Un cammino denso di insidie da paesello.
Per arrivarci dovevo superare la casa del signore senza gambe che stava sulla porta a guardare i passanti; il portone dietro cui viveva Varechina, un ragazzo con problemi mentali che ci terrorizzava con le sue crisi; il cane pastore con la bava alla bocca che un giorno—ne ero sicura—sarebbe riuscito a spezzare le sbarre di legno che lo separavano dalla strada e azzannarmi il polpaccio (non è mai successo).
Però una volta arrivata a casa di nonna potevo tranquillizzarmi, ce l’avevo fatta. Poteva iniziare il mio pomeriggio di giochi in strada con gli amici del vicinato.
Di solito ci riunivamo passate le ore più calde: fra l’una e le cinque il vicinato era deserto, l’aria bolliva ed era territorio di cicale e delle poche auto che rullavano sull’asfalto.
Dopo le cinque iniziavamo a far capolino dai cancelli, o gli amici mi venivano a chiamare suonando il campanello di nonna, uno di quelli analogici con il bottone scalcagnato in plastica, il cui suono ancora mi trilla in testa quando ci penso.
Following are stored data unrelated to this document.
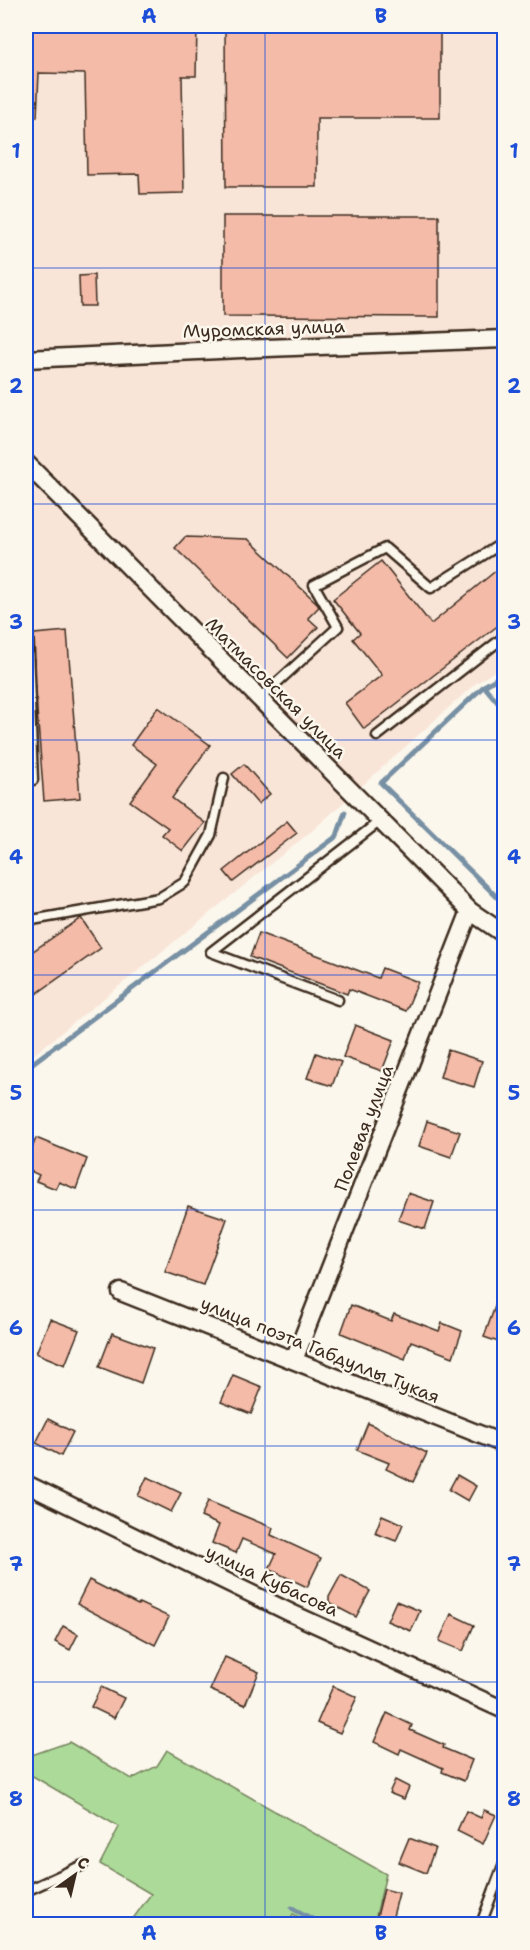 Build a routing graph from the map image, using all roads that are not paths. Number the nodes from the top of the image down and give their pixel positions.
1 (504, 339) edge
2 (26, 359) edge
3 (26, 463) edge
4 (504, 542) edge
5 (26, 596) edge
6 (504, 637) edge
7 (260, 698) junction
8 (377, 735) dead end
9 (224, 778) dead end
10 (26, 780) edge
11 (380, 821) junction
12 (470, 911) junction
13 (26, 921) edge
14 (504, 934) edge
15 (338, 1000) dead end
16 (121, 1292) dead end
17 (294, 1360) junction
18 (504, 1444) edge
19 (26, 1484) edge
20 (504, 1710) edge
21 (504, 1863) edge
22 (83, 1864) dead end
23 (26, 1891) edge
24 (481, 1924) edge

1 - 2 street, Муромская улица
3 - 7 street, Матмасовская улица
4 - 7 lane
5 - 10 lane
6 - 8 lane
7 - 11 street, Матмасовская улица
9 - 13 lane
11 - 12 street, Матмасовская улица
11 - 15 lane
12 - 14 street, Матмасовская улица
12 - 17 street, Полевая улица
16 - 17 street, улица поэта Габдуллы Тукая
17 - 18 street, улица поэта Габдуллы Тукая
19 - 20 street, улица Кубасова
21 - 24 lane
22 - 23 lane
Insieme al campanello, giusto per essere sicuri al cento per cento, gli amici si sgolavano in un Aaaaaaali scendiiiiiii.
E io scendevo.
Di solito senza usare le scale ma scivolando lungo il corrimano, nonostante mia nonna non approvasse. A me piaceva troppo l’attrito di quella vernice gommosa del corrimano sul palmo delle mani.
Arrivata al piano terra superavo la verandina che profumava dell’uva acerba che pendeva dai rami di vite del piccolo portico, e del sapone di Marsiglia che mia nonna usava per lavare i panni nel tinello di pietra. Non ho mai capito perché non si si sia mai decisa all’acquisto della lavatrice, rimane uno dei misteri della mia vita.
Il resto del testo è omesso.